WHAT IS NEEDED> Going through the data below, tally every line where the string "highway" occurs, then give only the tally.

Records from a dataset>
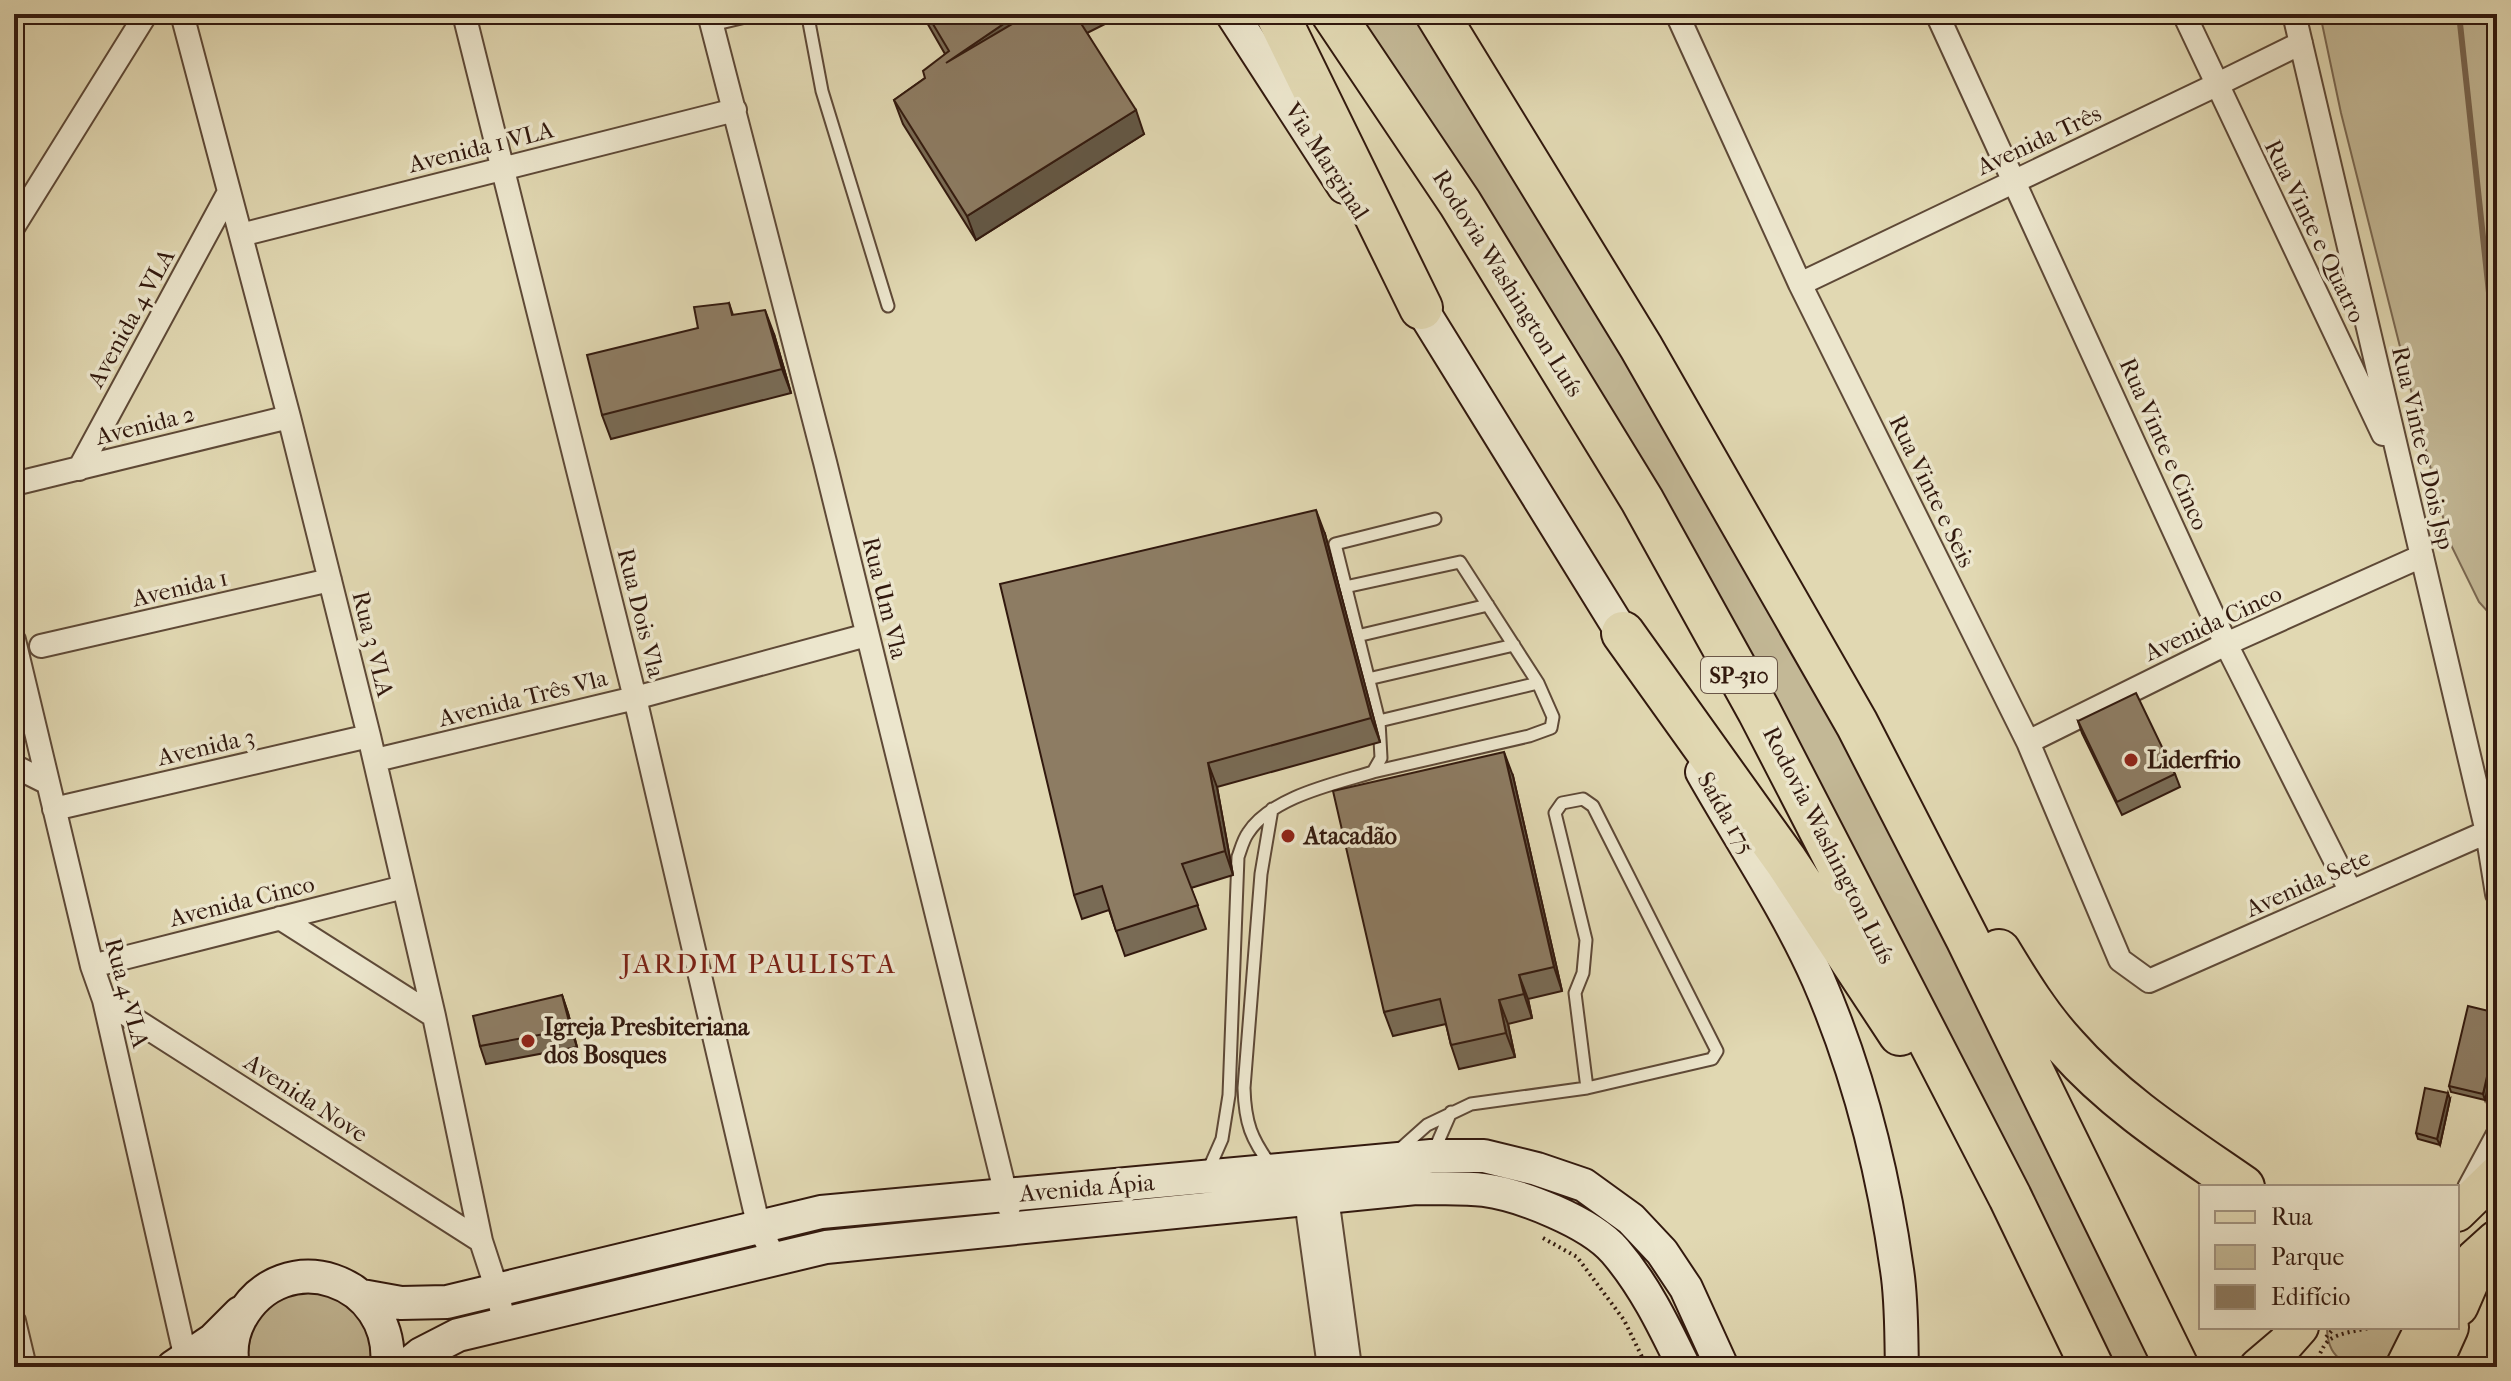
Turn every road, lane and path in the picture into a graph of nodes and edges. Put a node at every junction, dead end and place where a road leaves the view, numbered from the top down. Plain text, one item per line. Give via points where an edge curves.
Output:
1 (146, 14) edge
2 (182, 14) edge
3 (464, 14) edge
4 (758, 14) edge
5 (789, 14) edge
6 (843, 14) edge
7 (1232, 14) edge
8 (1277, 14) edge
9 (1333, 14) edge
10 (1437, 14) edge
11 (1677, 14) edge
12 (1937, 14) edge
13 (2184, 14) edge
14 (2294, 14) edge
15 (808, 17) junction
16 (710, 20) edge
17 (2301, 43) junction
18 (2216, 85) junction
19 (735, 110) junction
20 (502, 168) junction
21 (2015, 180) junction
22 (229, 192) junction
23 (14, 226) edge
24 (241, 235) junction
25 (1800, 284) junction
26 (888, 306) dead end
27 (1421, 308) junction
28 (289, 417) junction
29 (79, 469) junction
30 (2401, 471) junction
31 (14, 484) edge
32 (1435, 519) dead end
33 (2422, 556) junction
34 (330, 580) junction
35 (1345, 587) junction
36 (1488, 605) junction
37 (1623, 633) junction
38 (867, 635) junction
39 (1357, 636) junction
40 (14, 640) edge
41 (2226, 644) junction
42 (1514, 645) junction
43 (41, 646) dead end
44 (1368, 679) junction
45 (1538, 683) junction
46 (635, 698) junction
47 (1379, 721) junction
48 (1857, 724) junction
49 (369, 736) junction
50 (2028, 742) junction
51 (376, 760) junction
52 (14, 766) edge
53 (1373, 772) junction
54 (48, 783) junction
55 (54, 809) junction
56 (1272, 809) junction
57 (2492, 834) edge
58 (404, 887) junction
59 (2351, 892) junction
60 (2497, 894) edge
61 (280, 918) junction
62 (92, 966) junction
63 (2149, 981) joint
64 (104, 1000) junction
65 (434, 1016) junction
66 (1587, 1088) junction
67 (1451, 1111) junction
68 (2497, 1136) edge
69 (1387, 1160) junction
70 (1274, 1171) junction
71 (1430, 1172) junction
72 (2497, 1174) edge
73 (1205, 1177) junction
74 (2240, 1185) edge
75 (1007, 1195) junction
76 (2010, 1197) junction
77 (1316, 1198) junction
78 (2459, 1208) edge
79 (2459, 1210) edge
80 (2497, 1221) edge
81 (759, 1228) junction
82 (1013, 1229) junction
83 (1540, 1236) dead end
84 (481, 1241) junction
85 (2497, 1242) edge
86 (775, 1258) junction
87 (2459, 1260) edge
88 (497, 1290) junction
89 (362, 1296) junction
90 (2459, 1300) edge
91 (248, 1305) junction
92 (14, 1321) edge
93 (504, 1322) junction
94 (2363, 1329) edge
95 (2298, 1346) edge
96 (180, 1363) edge
97 (2176, 1364) edge
98 (25, 1367) edge
99 (233, 1367) edge
100 (387, 1367) edge
101 (405, 1367) edge
102 (1329, 1367) edge
103 (1350, 1367) edge
104 (1647, 1367) edge
105 (1684, 1367) edge
106 (1722, 1367) edge
107 (1902, 1367) edge
108 (2092, 1367) edge
109 (2258, 1367) edge

1 - 23 street
2 - 22 street, Rua 3 VLA
3 - 20 street, Rua Dois Vla
4 - 16 lane
5 - 15 lane
6 - 15 lane
7 - 27 street, Via Marginal
8 - 27 highway
9 - 76 highway, Rodovia Washington Luís / SP-310 via 1460,203 1642,500 1759,711
10 - 48 highway via 1649,360
11 - 25 street, Rua Vinte e Seis
12 - 21 street, Rua Vinte e Cinco
13 - 18 street, Rua Vinte e Quatro
14 - 17 street, Rua Vinte e Dois Jsp
15 - 26 lane via 822,91
16 - 19 street, Rua Um Vla
17 - 18 street, Avenida Três
17 - 30 street, Rua Vinte e Dois Jsp
18 - 21 street, Avenida Três
18 - 30 street, Rua Vinte e Quatro
19 - 20 street, Avenida 1 VLA
19 - 38 street, Rua Um Vla
20 - 24 street, Avenida 1 VLA
20 - 46 street, Rua Dois Vla
21 - 25 street, Avenida Três
21 - 41 street, Rua Vinte e Cinco
22 - 24 street, Rua 3 VLA
22 - 29 street, Avenida 4 VLA
24 - 28 street, Rua 3 VLA
25 - 50 street, Rua Vinte e Seis
27 - 37 street, Saída 175
28 - 29 street, Avenida 2
28 - 34 street, Rua 3 VLA
29 - 31 street, Avenida 2
30 - 33 street, Rua Vinte e Dois Jsp
32 - 35 lane via 1335,544
33 - 41 street, Avenida Cinco
33 - 57 street, Rua Vinte e Dois Jsp
34 - 43 street, Avenida 1
34 - 49 street, Rua 3 VLA
35 - 36 lane via 1460,562
35 - 39 lane
36 - 39 lane
36 - 42 lane
37 - 76 highway via 1786,861
37 - 107 street, Saída 175 via 1789,920 1856,1075 1898,1272
38 - 46 street, Avenida Três Vla
38 - 75 street, Rua Um Vla
39 - 44 lane
40 - 54 street, Rua 4 VLA
41 - 50 street, Avenida Cinco
41 - 59 street, Rua Vinte e Cinco
42 - 44 lane
42 - 45 lane
44 - 47 lane
45 - 47 lane
45 - 53 lane via 1553,717 1551,728
46 - 51 street, Avenida Três Vla
46 - 81 street, Rua Dois Vla
47 - 53 lane via 1381,758
48 - 74 highway via 2027,997 2065,1046 2108,1088
48 - 97 highway
49 - 51 street, Rua 3 VLA
49 - 55 street, Avenida 3
50 - 63 street, Rua Vinte e Seis via 2120,960
51 - 58 street, Rua 3 VLA
52 - 54 street
53 - 56 lane
54 - 55 street, Rua 4 VLA
55 - 62 street, Rua 4 VLA
56 - 70 lane via 1261,874 1244,1088 1245,1120
56 - 73 lane via 1248,832 1238,857 1229,1095 1222,1139
57 - 59 street, Avenida Sete
57 - 60 street, Rua Vinte e Dois Jsp
58 - 61 street, Avenida Cinco
58 - 65 street, Rua 3 VLA
59 - 63 street, Avenida Sete
61 - 62 street, Avenida Cinco
61 - 65 street
62 - 64 street, Rua 4 VLA
64 - 84 street, Avenida Nove
64 - 96 street, Rua 4 VLA
65 - 84 street, Rua 3 VLA
66 - 66 lane via 1712,1059 1717,1051 1593,806 1583,799 1562,803 1555,813 1586,940 1575,993
66 - 67 lane
67 - 69 lane
67 - 71 lane
68 - 78 street
69 - 70 street, Avenida Ápia
69 - 71 street, Avenida Ápia
70 - 73 street, Avenida Ápia
71 - 77 street, Avenida Ápia
71 - 105 street, Avenida Ápia via 1532,1202 1570,1219 1614,1249 1655,1308
71 - 106 street, Avenida Ápia via 1484,1156 1584,1185 1631,1219 1662,1252 1686,1288
72 - 79 main road
73 - 75 street, Avenida Ápia
75 - 81 street, Avenida Ápia via 821,1212
75 - 82 street, Rua Um Vla
76 - 108 highway, Rodovia Washington Luís / SP-310
77 - 82 street, Avenida Ápia
77 - 102 street
77 - 103 street
80 - 87 main road
81 - 86 street, Rua Dois Vla
81 - 88 street, Avenida Ápia
82 - 86 street, Avenida Ápia via 826,1247
83 - 104 path via 1577,1257 1624,1320
84 - 88 street, Rua 3 VLA
85 - 90 highway via 2476,1261
86 - 93 street, Avenida Ápia
88 - 89 street, Avenida Ápia via 447,1302 401,1303
88 - 93 street, Rua 3 VLA
89 - 91 street, Avenida Ápia via 341,1282 316,1276 290,1278 267,1288
89 - 100 street via 387,1339
91 - 96 street
91 - 99 street via 235,1329
92 - 98 street
93 - 101 street, Avenida Ápia via 458,1335
94 - 95 path via 2328,1341 2317,1362
95 - 109 main road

EXERCISE ANSWER> 8